Culinary exchanges

Culinary exchanges

Aylin Öney Tan -
Culinary exchanges

Alan Paton and MSA students

The crowd was anxious to hear. Young chefs were waiting nervously, hoping that their names would be called. The winning team would have a big reward: a trip to Turkey. This was at the “Skills for Chefs” event last July at Sheffield University. As part of the event, a competition was dedicated to encourage talented teams; “Young Restaurant Team of the Year” had a very special treat. They would win a culinary training week in Istanbul, hosted by the MSA-Culinary Arts Academy.


Cem Erol with guest chefs. 

The winners were Martin Lane and Jamie Mallett under the leadership of Alan Paton, the executive chef of Stoke by Nayland Hotel, Golf & Spa. Six months after the gala night, the young toques finally arrived in Istanbul, impatient to discover what the city was about to offer. Cem Erol, head chef of MSA, who masterly prepared an unforgettable Turkish dinner at Sheffield, was going to be their culinary guide and tutor. Actually, the Sheffield experience was a turning point in MSA’s ambitious mission to make Turkish cuisine known in the world. The academy has spent three years developing a special education program called “Turkish Cuisine to the World Movement,” which is aimed at training foreign chefs and bringing Turkish tastes to an international platform. The movement encompasses a wide range of academic and cultural studies, researches and projects. Accredited by the international City & Guilds organization, MSA conducted demonstrations and training sessions in the leading culinary schools within this context, as well as launching an internationally certificated Turkish cuisine program. Previously, the academy had realized a special Turkish dinner at the prestigious culinary school South Downs College. There will be second one; together with a course for Level 3 culinary students on March 24.

It was not only learning for the training chefs. It was a two-way exchange; they also presented their own cuisine and culture to the students of MSA within the “MSA Demo Days” scheme. It was days of mutual experience.

Their Turkish cookery expedition included a visit to the spice market exploring local spices, tasting “lakerda,” the sublime cured bonito at Beyoğlu fish market, and observing the fascinating skill of baklava making in Karaköy. They learned to make several typical dishes ranging from Ezogelin soup, the ubiquitous lentil and rice soup to sakızlı muhallebi, milk pudding with mastic. They tried their skills at rolling mounds of Swiss chard into cigarette-thin dolmas; learned how to properly char eggplants to make the smokiest Hünkar Beğendi, the lamb stew with eggplant puree; let themselves be amazed at the wonders of salep, the orchid root to make the most astonishing ice cream.

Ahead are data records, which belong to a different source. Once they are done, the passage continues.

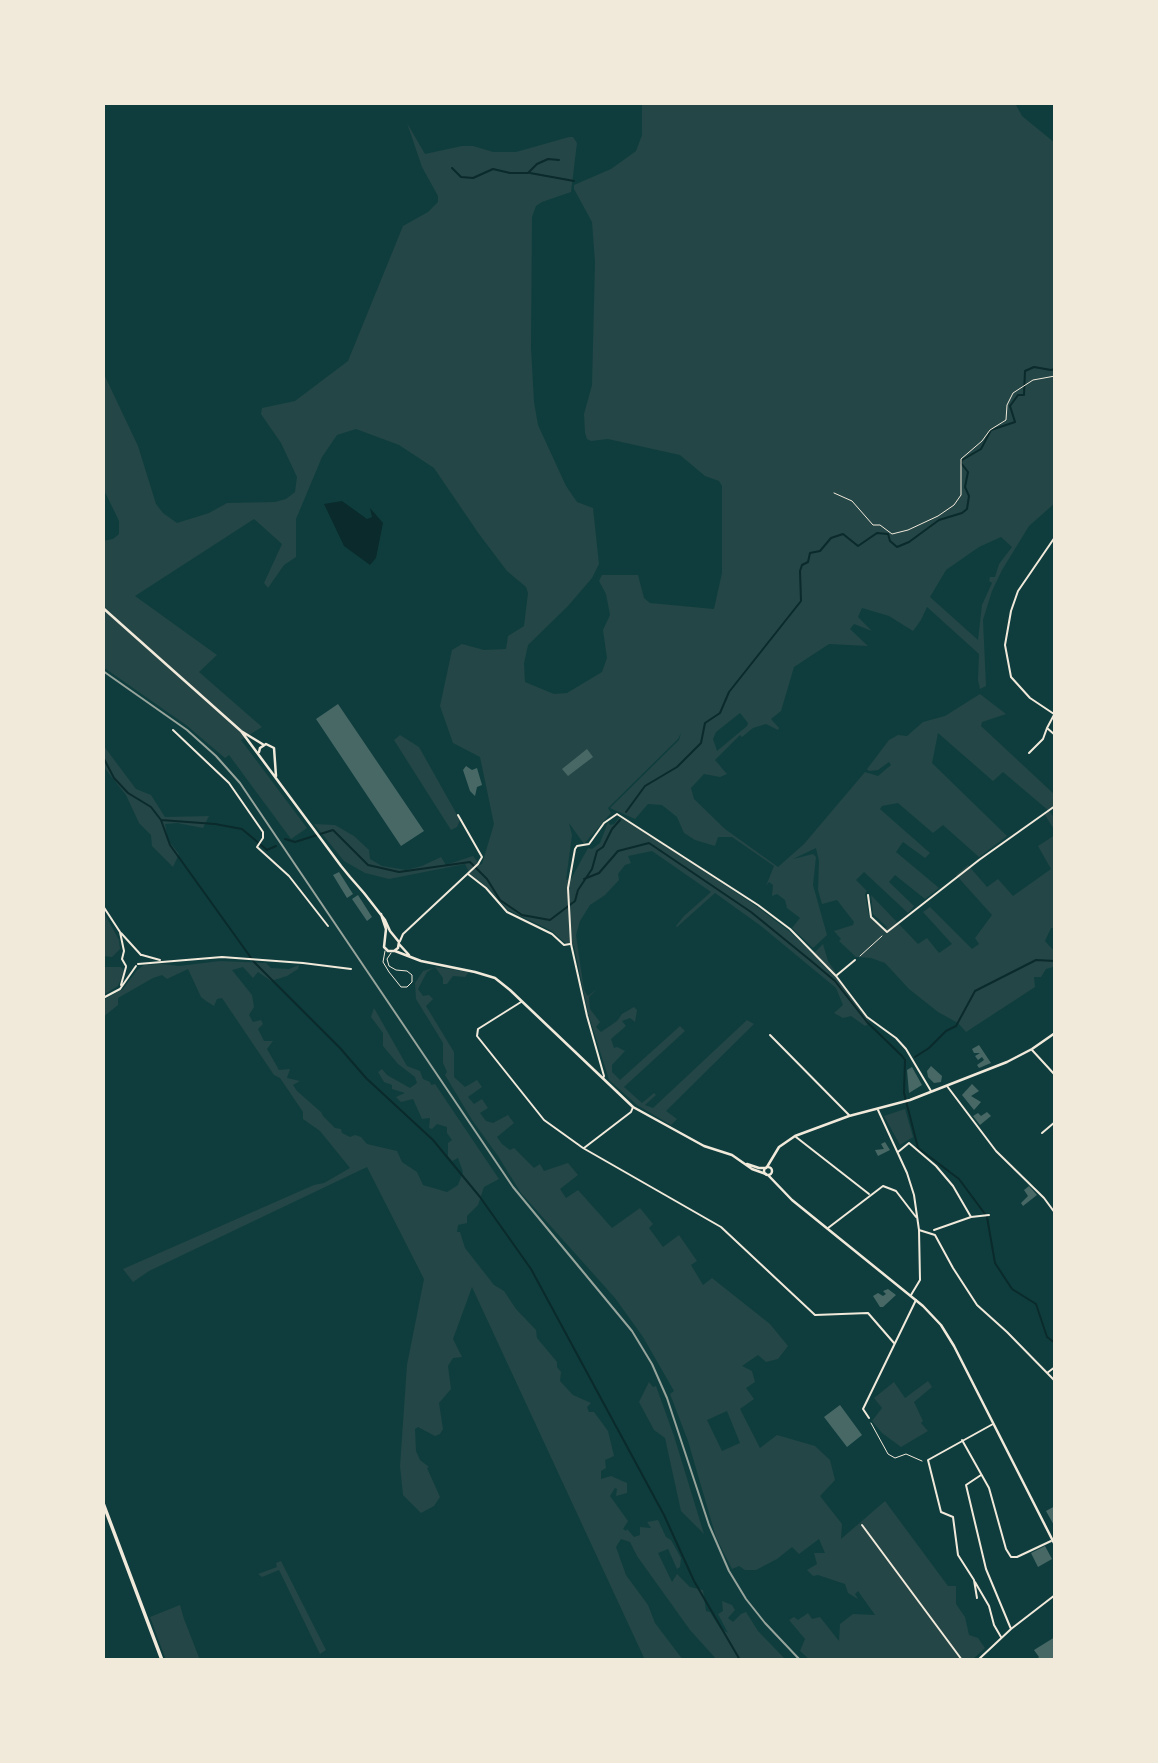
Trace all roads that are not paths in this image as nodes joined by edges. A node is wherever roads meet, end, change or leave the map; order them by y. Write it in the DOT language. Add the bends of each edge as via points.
graph roads {
  1 [pos="1055,537"];
  2 [pos="103,608"];
  3 [pos="1054,713"];
  4 [pos="1047,728"];
  5 [pos="173,730"];
  6 [pos="242,731"];
  7 [pos="1055,735"];
  8 [pos="264,745"];
  9 [pos="259,752"];
  10 [pos="1029,753"];
  11 [pos="274,756"];
  12 [pos="265,760"];
  13 [pos="277,780"];
  14 [pos="1055,806"];
  15 [pos="458,815"];
  16 [pos="468,873"];
  17 [pos="868,895"];
  18 [pos="103,906"];
  19 [pos="381,914"];
  20 [pos="328,926"];
  21 [pos="120,932"];
  22 [pos="402,934"];
  23 [pos="394,936"];
  24 [pos="386,937"];
  25 [pos="399,943"];
  26 [pos="571,944"];
  27 [pos="132,948"];
  28 [pos="385,949"];
  29 [pos="124,951"];
  30 [pos="394,951"];
  31 [pos="141,955"];
  32 [pos="414,958"];
  33 [pos="855,960"];
  34 [pos="164,961"];
  35 [pos="137,965"];
  36 [pos="126,966"];
  37 [pos="351,969"];
  38 [pos="836,976"];
  39 [pos="120,989"];
  40 [pos="103,999"];
  41 [pos="522,1001"];
  42 [pos="1055,1033"];
  43 [pos="770,1035"];
  44 [pos="1032,1049"];
  45 [pos="1055,1075"];
  46 [pos="602,1079"];
  47 [pos="947,1085"];
  48 [pos="931,1091"];
  49 [pos="633,1107"];
  50 [pos="878,1109"];
  51 [pos="849,1116"];
  52 [pos="1054,1123"];
  53 [pos="1042,1133"];
  54 [pos="795,1136"];
  55 [pos="583,1148"];
  56 [pos="898,1152"];
  57 [pos="774,1157"];
  58 [pos="743,1162"];
  59 [pos="767,1167"];
  60 [pos="772,1171"];
  61 [pos="767,1174"];
  62 [pos="776,1183"];
  63 [pos="870,1195"];
  64 [pos="1055,1213"];
  65 [pos="989,1215"];
  66 [pos="971,1217"];
  67 [pos="917,1219"];
  68 [pos="827,1228"];
  69 [pos="919,1230"];
  70 [pos="934,1230"];
  71 [pos="911,1295"];
  72 [pos="916,1300"];
  73 [pos="894,1343"];
  74 [pos="1055,1367"];
  75 [pos="1046,1373"];
  76 [pos="1055,1381"];
  77 [pos="869,1418"];
  78 [pos="994,1424"];
  79 [pos="962,1440"];
  80 [pos="981,1475"];
  81 [pos="103,1503"];
  82 [pos="862,1525"];
  83 [pos="1052,1540"];
  84 [pos="1055,1545"];
  85 [pos="974,1580"];
  86 [pos="1055,1595"];
  87 [pos="977,1598"];
  88 [pos="1011,1629"];
  89 [pos="1001,1638"];
  90 [pos="162,1660"];
  91 [pos="962,1660"];
  92 [pos="978,1660"];
  1 -- 3 [label="street" via="1018,591 1005,645 1011,677 1030,698"];
  2 -- 6 [label="street"];
  3 -- 4 [label="street"];
  4 -- 7 [label="street"];
  4 -- 10 [label="street"];
  5 -- 20 [label="street" via="229,783 261,828 263,836 257,846 289,876"];
  6 -- 8 [label="street"];
  6 -- 9 [label="street"];
  8 -- 9 [label="street"];
  8 -- 11 [label="street" via="272,746"];
  9 -- 12 [label="street"];
  11 -- 12 [label="street"];
  11 -- 13 [label="street"];
  12 -- 13 [label="street"];
  13 -- 19 [label="street"];
  14 -- 17 [label="street" via="887,932 871,917"];
  15 -- 16 [label="street" via="482,857"];
  16 -- 22 [label="street"];
  16 -- 26 [label="street" via="507,912"];
  18 -- 21 [label="street"];
  19 -- 23 [label="street"];
  19 -- 24 [label="street"];
  21 -- 27 [label="street"];
  21 -- 29 [label="street"];
  22 -- 23 [label="street"];
  22 -- 25 [label="street"];
  23 -- 24 [label="street"];
  23 -- 25 [label="street"];
  24 -- 28 [label="street"];
  25 -- 30 [label="street"];
  25 -- 32 [label="street"];
  26 -- 38 [label="street" via="568,902 573,853 577,846 589,844 617,814 758,905 790,929"];
  26 -- 46 [label="street"];
  27 -- 29 [label="street"];
  27 -- 31 [label="street"];
  28 -- 30 [label="street"];
  28 -- 30 [label="lane" via="384,965 399,985 407,987 413,980 411,973 387,964"];
  29 -- 36 [label="street"];
  30 -- 32 [label="street"];
  31 -- 34 [label="street"];
  31 -- 35 [label="street"];
  32 -- 41 [label="street" via="490,976"];
  33 -- 38 [label="street"];
  34 -- 35 [label="street"];
  34 -- 37 [label="street" via="222,957"];
  35 -- 36 [label="street"];
  35 -- 39 [label="street"];
  36 -- 39 [label="street"];
  38 -- 48 [label="street" via="867,1017 897,1038"];
  39 -- 40 [label="street"];
  41 -- 46 [label="street"];
  41 -- 55 [label="street" via="478,1029 477,1036 536,1111"];
  42 -- 44 [label="street"];
  43 -- 51 [label="street"];
  44 -- 45 [label="street"];
  44 -- 47 [label="street"];
  46 -- 49 [label="street"];
  47 -- 48 [label="street"];
  47 -- 64 [label="street" via="996,1151"];
  48 -- 50 [label="street"];
  49 -- 55 [label="street"];
  49 -- 58 [label="street"];
  50 -- 51 [label="street"];
  50 -- 56 [label="street"];
  51 -- 54 [label="street"];
  52 -- 53 [label="street"];
  54 -- 57 [label="street" via="779,1147"];
  54 -- 63 [label="street"];
  55 -- 73 [label="street" via="721,1227 815,1315 869,1313"];
  56 -- 66 [label="street" via="909,1143 936,1166"];
  56 -- 67 [label="street" via="914,1195"];
  57 -- 59 [label="street"];
  57 -- 60 [label="street"];
  58 -- 59 [label="street"];
  58 -- 61 [label="street"];
  59 -- 60 [label="street"];
  59 -- 61 [label="street"];
  60 -- 61 [label="street"];
  60 -- 62 [label="street"];
  61 -- 62 [label="street"];
  62 -- 68 [label="street"];
  63 -- 67 [label="street" via="889,1187"];
  63 -- 68 [label="street"];
  65 -- 66 [label="street"];
  66 -- 70 [label="street"];
  67 -- 69 [label="street"];
  68 -- 71 [label="street"];
  69 -- 71 [label="street" via="920,1280"];
  69 -- 75 [label="street" via="935,1235 977,1305"];
  71 -- 72 [label="street"];
  72 -- 73 [label="street"];
  72 -- 78 [label="street" via="949,1337"];
  73 -- 77 [label="street" via="863,1409"];
  74 -- 75 [label="street"];
  75 -- 76 [label="street"];
  78 -- 79 [label="street"];
  78 -- 83 [label="street"];
  79 -- 80 [label="street"];
  79 -- 85 [label="street" via="928,1460 941,1512 953,1517 958,1555"];
  80 -- 83 [label="street" via="1011,1557"];
  80 -- 88 [label="street" via="965,1485 986,1569"];
  81 -- 90 [label="main road"];
  82 -- 91 [label="street"];
  83 -- 84 [label="street"];
  85 -- 87 [label="street"];
  85 -- 89 [label="street"];
  86 -- 88 [label="street"];
  88 -- 89 [label="street"];
  89 -- 92 [label="street"];
}
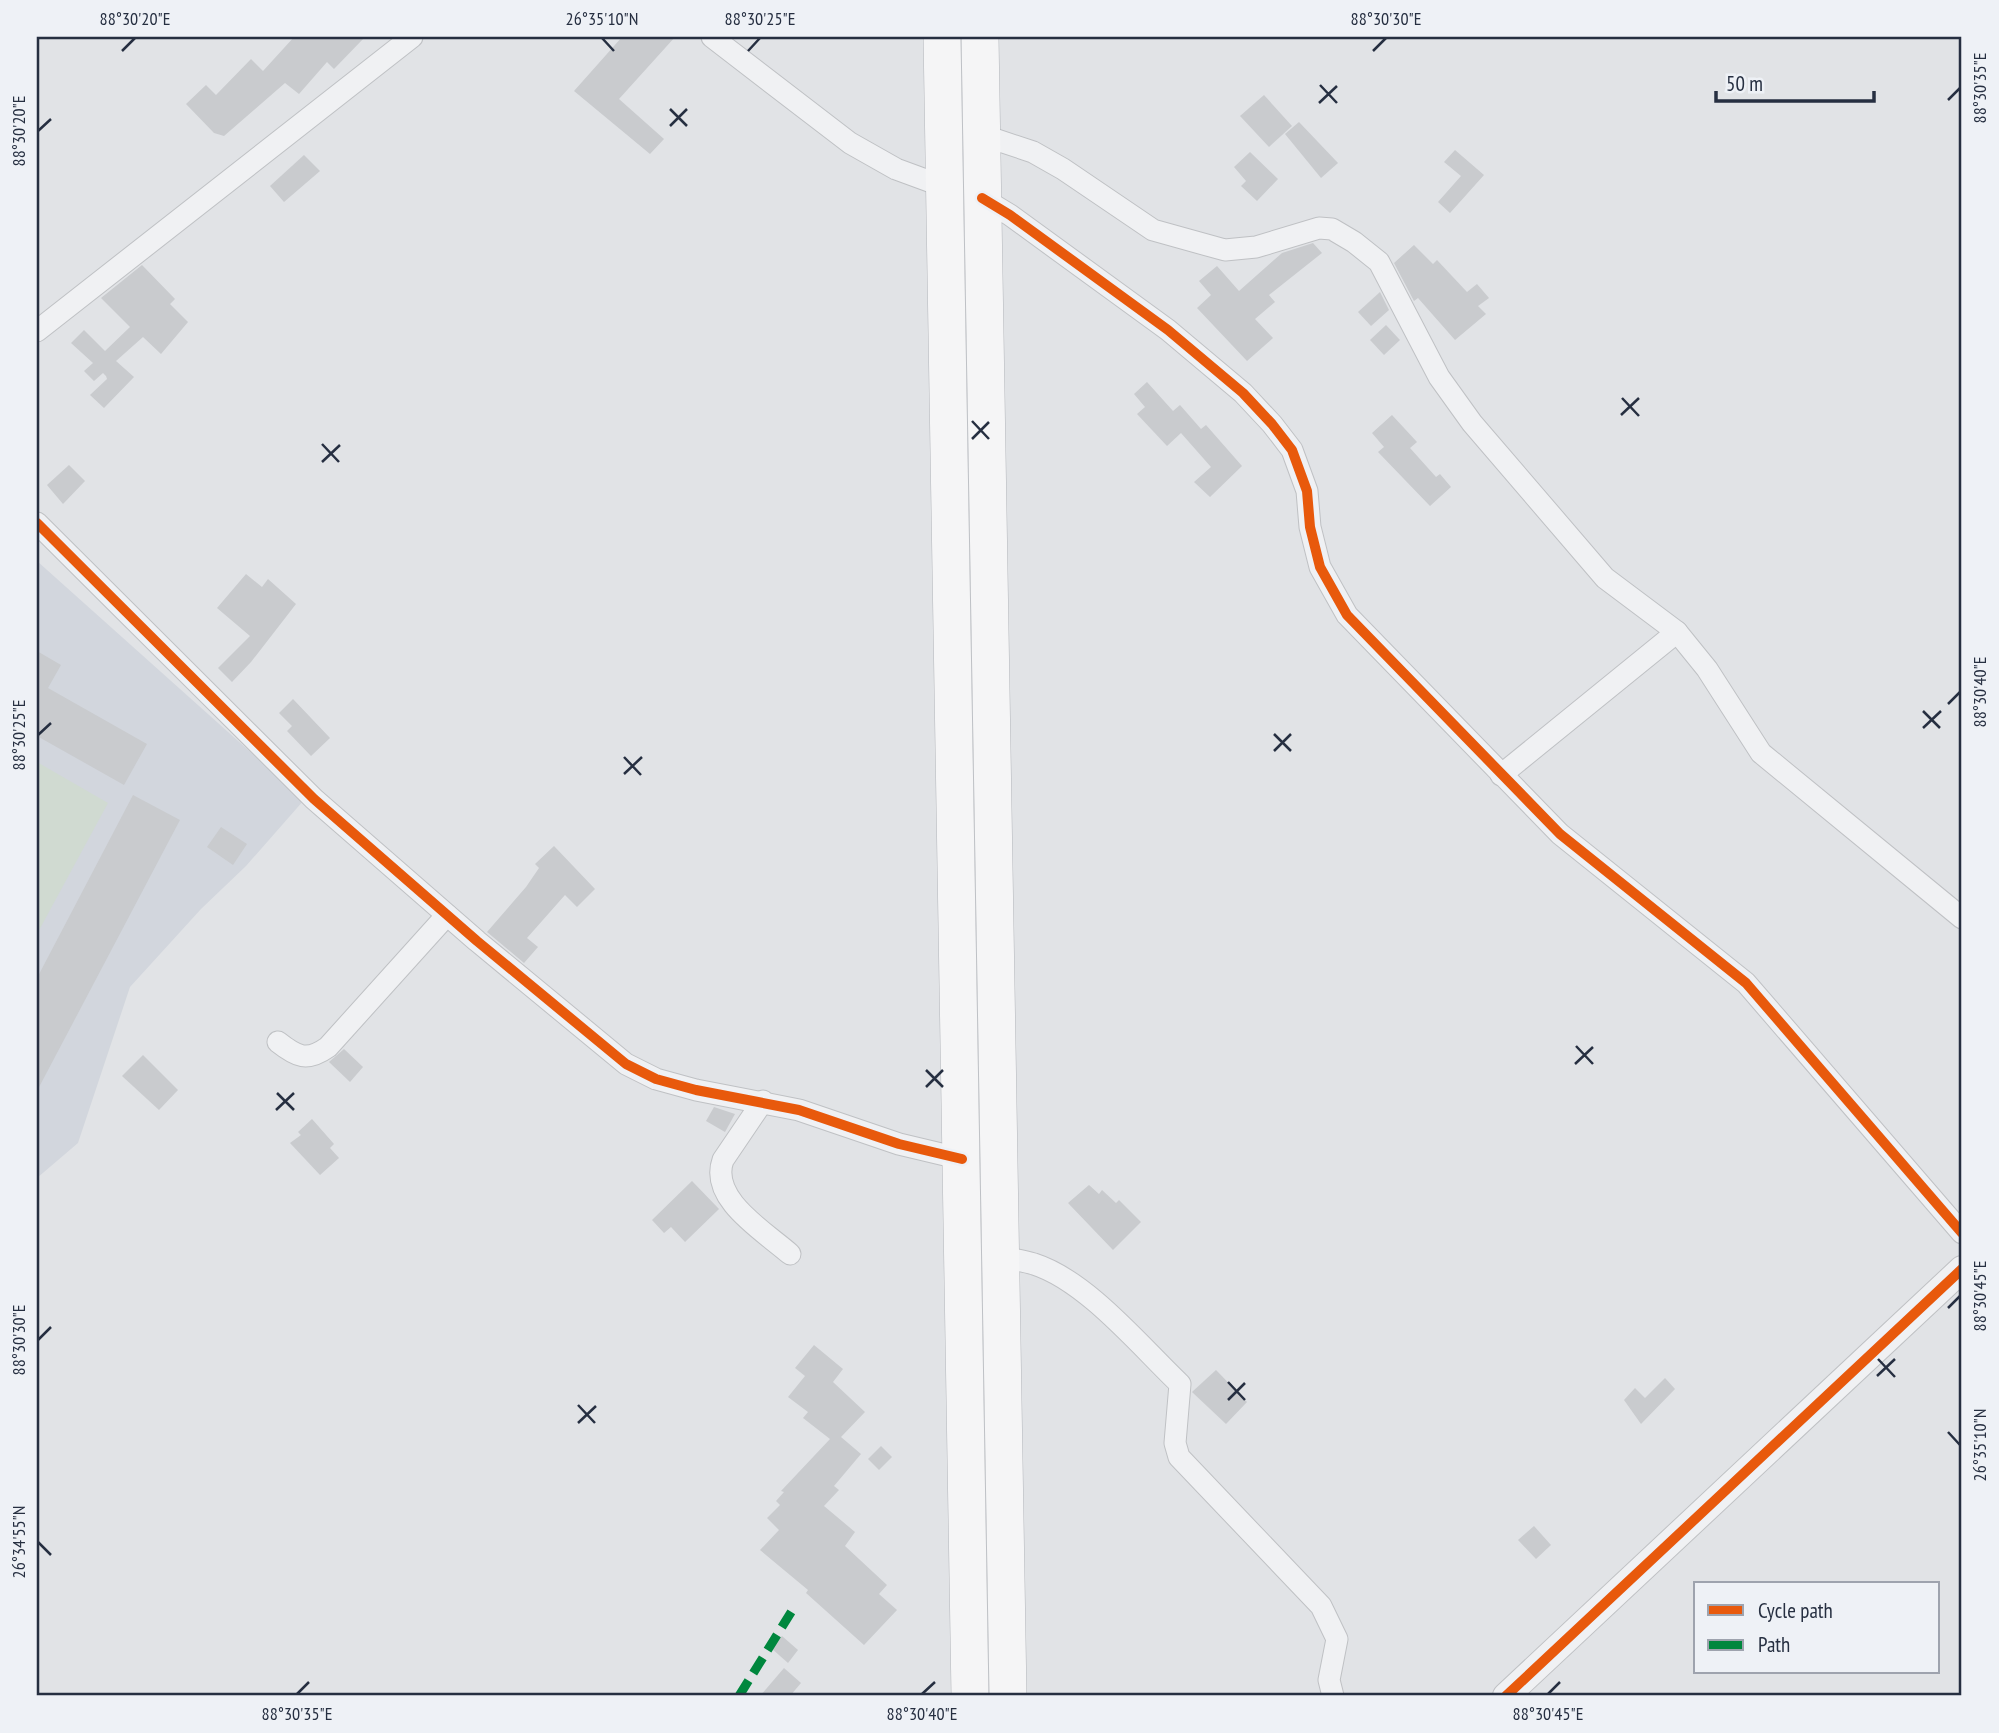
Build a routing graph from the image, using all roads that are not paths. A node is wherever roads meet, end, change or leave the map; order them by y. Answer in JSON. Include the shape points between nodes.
{"nodes":[{"id":1,"x":412,"y":37,"type":"edge"},
{"id":2,"x":712,"y":37,"type":"edge"},
{"id":3,"x":942,"y":37,"type":"edge"},
{"id":4,"x":980,"y":37,"type":"edge"},
{"id":5,"x":982,"y":135,"type":"junction"},
{"id":6,"x":945,"y":187,"type":"junction"},
{"id":7,"x":982,"y":198,"type":"junction"},
{"id":8,"x":37,"y":331,"type":"edge"},
{"id":9,"x":37,"y":523,"type":"edge"},
{"id":10,"x":1677,"y":632,"type":"junction"},
{"id":11,"x":1501,"y":775,"type":"junction"},
{"id":12,"x":447,"y":915,"type":"junction"},
{"id":13,"x":1962,"y":918,"type":"edge"},
{"id":14,"x":278,"y":1042,"type":"dead end"},
{"id":15,"x":763,"y":1101,"type":"junction"},
{"id":16,"x":962,"y":1159,"type":"junction"},
{"id":17,"x":1962,"y":1233,"type":"edge"},
{"id":18,"x":790,"y":1254,"type":"dead end"},
{"id":19,"x":1002,"y":1257,"type":"junction"},
{"id":20,"x":1962,"y":1269,"type":"edge"},
{"id":21,"x":970,"y":1696,"type":"edge"},
{"id":22,"x":1008,"y":1696,"type":"edge"},
{"id":23,"x":1333,"y":1696,"type":"edge"},
{"id":24,"x":1506,"y":1696,"type":"edge"}],
"edges":[{"from":1,"to":8,"type":"street"},
{"from":2,"to":6,"type":"street","via":[[850,143],[896,169]]},
{"from":3,"to":6,"type":"highway"},
{"from":4,"to":5,"type":"highway"},
{"from":5,"to":7,"type":"highway"},
{"from":5,"to":10,"type":"street","via":[[1053,163],[1153,230],[1225,250],[1256,247],[1319,228],[1332,229],[1354,242],[1379,262],[1439,377],[1472,423],[1605,578]]},
{"from":6,"to":16,"type":"highway"},
{"from":7,"to":11,"type":"street","via":[[1168,330],[1272,424],[1292,450],[1307,491],[1320,567],[1348,615]]},
{"from":7,"to":19,"type":"highway"},
{"from":9,"to":12,"type":"street","via":[[314,799]]},
{"from":10,"to":11,"type":"street"},
{"from":10,"to":13,"type":"street","via":[[1707,669],[1761,754]]},
{"from":11,"to":17,"type":"street","via":[[1560,834],[1746,983]]},
{"from":12,"to":14,"type":"street","via":[[328,1047],[305,1058]]},
{"from":12,"to":15,"type":"street","via":[[626,1064],[695,1090]]},
{"from":15,"to":16,"type":"street"},
{"from":15,"to":18,"type":"street","via":[[723,1160],[720,1183],[746,1216]]},
{"from":16,"to":21,"type":"highway"},
{"from":19,"to":22,"type":"highway"},
{"from":19,"to":23,"type":"street","via":[[1035,1264],[1074,1286],[1180,1384],[1175,1443],[1179,1457],[1321,1606],[1337,1639],[1329,1680]]},
{"from":20,"to":24,"type":"street"}]}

They also had the opportunity to meet the leading chefs of Turkey and listen to their ideas. After days of intense submersion in the Istanbul culinary scene, the pupils of Paton, at the very beginning of their career, took a giant step into a culinary world that was alien to them just half a year ago.

Bite of the week

Talk of the Week:
Another cultural exchange is taking place at the Consulate General of Greece in Istanbul. Lectures on “Food, Spirits and Gastronomic Traditions in the Eastern Mediterranean” continue to take place every month at the Sismanoglio Megaro in Beyoğlu. This month’s focus is on Byzantine food, with talks by Ilias Anagnostakis (National Hellenic Research Foundation) on “Byzantine Diet: Myths and Realities,” and by Angelos Sikalidis and Aleksandra Kristo (Yeni Yüzyıl University) on “The Old and New Diet of the Aegean Population.” The lectures are free of charge. Jan. 20, 7 p.m.

Event of the Week:
Culinary exchanges of the week include inter-city activities. Last week, Burçak Desombre flew from Istanbul to Ankara to lead an annotated dinner at No: 4 Restaurant prepared by chef Kemal Akman at the Wyndham Hotel. The “Sommelier’s Table” events will continue featuring different wines; the events will include pop-up restaurants within the hotel and whole-day wine classes led by Mehmet Yalçın in the coming days. Check it out at the hotel.

Cork of the Week:

The undiscovered gem of the dinner by Burçak Desombre was from Tomurcukbağ, a delightful Trajan Reserve 2011 Kalecik Karası. Having visited the winery as a resident of Ankara, I was already a fan of the owner, Dr. Sabit Ağaoğlu, but I can say it was a total revelation for my Istanbulite friends. Trajan wine is a totally bio-dynamic wine made from all natural wild yeasts of the terroir, reflecting the true character of the indigenous Kalecik Karası grape, native to Kalecik, just a half an hour’s drive from the Ankara airport.

Fork of the Week:
One taste that baffled the guest chefs from the U.K. was clotted cream from buffalo milk. High-quality buffalo “kaymak” and buffalo yogurt can be found at Manda Yoğurdu, Şair Nedim Caddesi, Çatlak Çeşme sok. No 1/C Beşiktaş; 0212 258 11 41. Their grass-fed buffalo butter is also ideal for your bulletproof morning coffee with butter.